▶ [MATERIAL SUPPLIED]:
▬▬▬▬▬▬▬▬▬▬
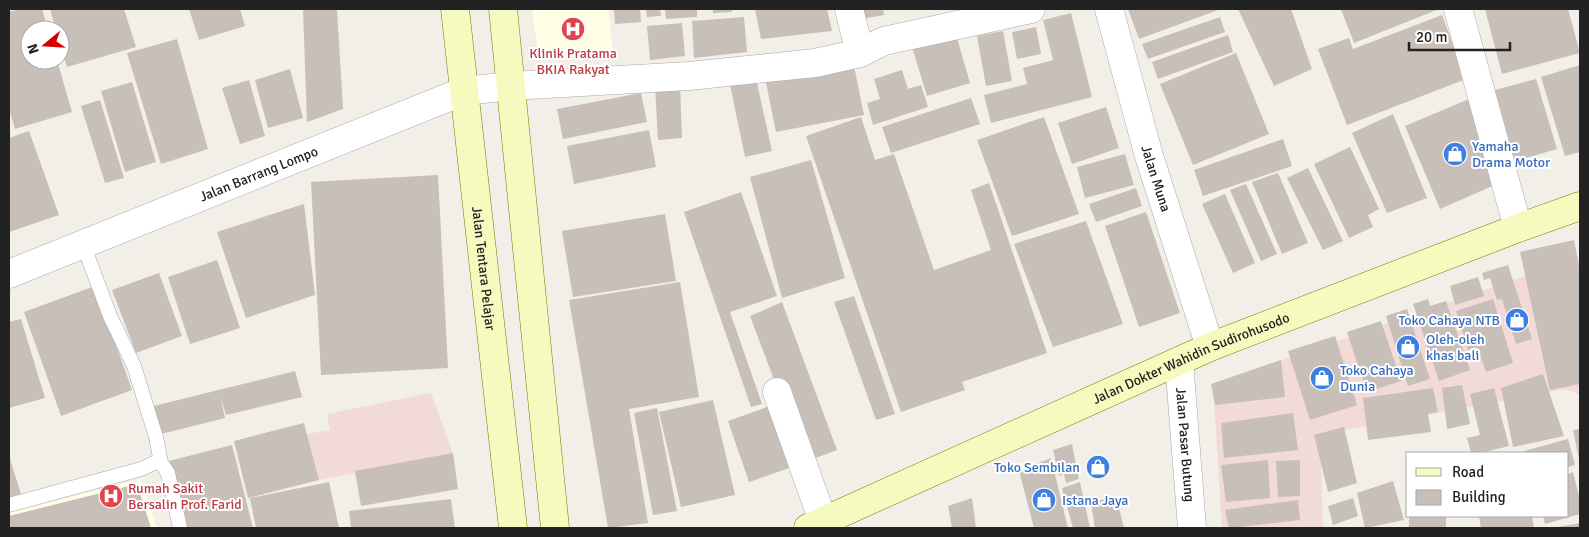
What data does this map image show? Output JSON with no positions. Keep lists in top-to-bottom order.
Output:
{
  "streets": {
    "main road": ["Jalan Tentara Pelajar", "Jalan Dokter Wahidin Sudirohusodo"],
    "street": ["Jalan Barrang Lompo", "Jalan Muna", "Jalan Pasar Butung"]
  },
  "crossings": [
    ["Jalan Barrang Lompo", "Jalan Tentara Pelajar"],
    ["Jalan Muna", "Jalan Dokter Wahidin Sudirohusodo"],
    ["Jalan Dokter Wahidin Sudirohusodo", "Jalan Pasar Butung"]
  ],
  "places": {
    "hospital": ["Klinik Pratama BKIA Rakyat", "Rumah Sakit Bersalin Prof. Farid"],
    "shop": [
      "Yamaha Drama Motor",
      "Toko Cahaya NTB",
      "Oleh-oleh khas bali",
      "Toko Cahaya Dunia",
      "Toko Sembilan",
      "Istana Jaya"
    ]
  },
  "legend": ["Road", "Building"],
  "scale_bar": "20 m",
  "north": "left"
}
▬▬▬▬▬▬▬▬▬▬
▶ [PROBLEM TO SOLVE]: Give the data again exactly as it appears, but without any images.

▶ [ANSWER TO THE PROBLEM]:
What data does this map image show? Output JSON with no positions. Keep lists in top-to-bottom order.
Output:
{
  "streets": {
    "main road": ["Jalan Tentara Pelajar", "Jalan Dokter Wahidin Sudirohusodo"],
    "street": ["Jalan Barrang Lompo", "Jalan Muna", "Jalan Pasar Butung"]
  },
  "crossings": [
    ["Jalan Barrang Lompo", "Jalan Tentara Pelajar"],
    ["Jalan Muna", "Jalan Dokter Wahidin Sudirohusodo"],
    ["Jalan Dokter Wahidin Sudirohusodo", "Jalan Pasar Butung"]
  ],
  "places": {
    "hospital": ["Klinik Pratama BKIA Rakyat", "Rumah Sakit Bersalin Prof. Farid"],
    "shop": [
      "Yamaha Drama Motor",
      "Toko Cahaya NTB",
      "Oleh-oleh khas bali",
      "Toko Cahaya Dunia",
      "Toko Sembilan",
      "Istana Jaya"
    ]
  },
  "legend": ["Road", "Building"],
  "scale_bar": "20 m",
  "north": "left"
}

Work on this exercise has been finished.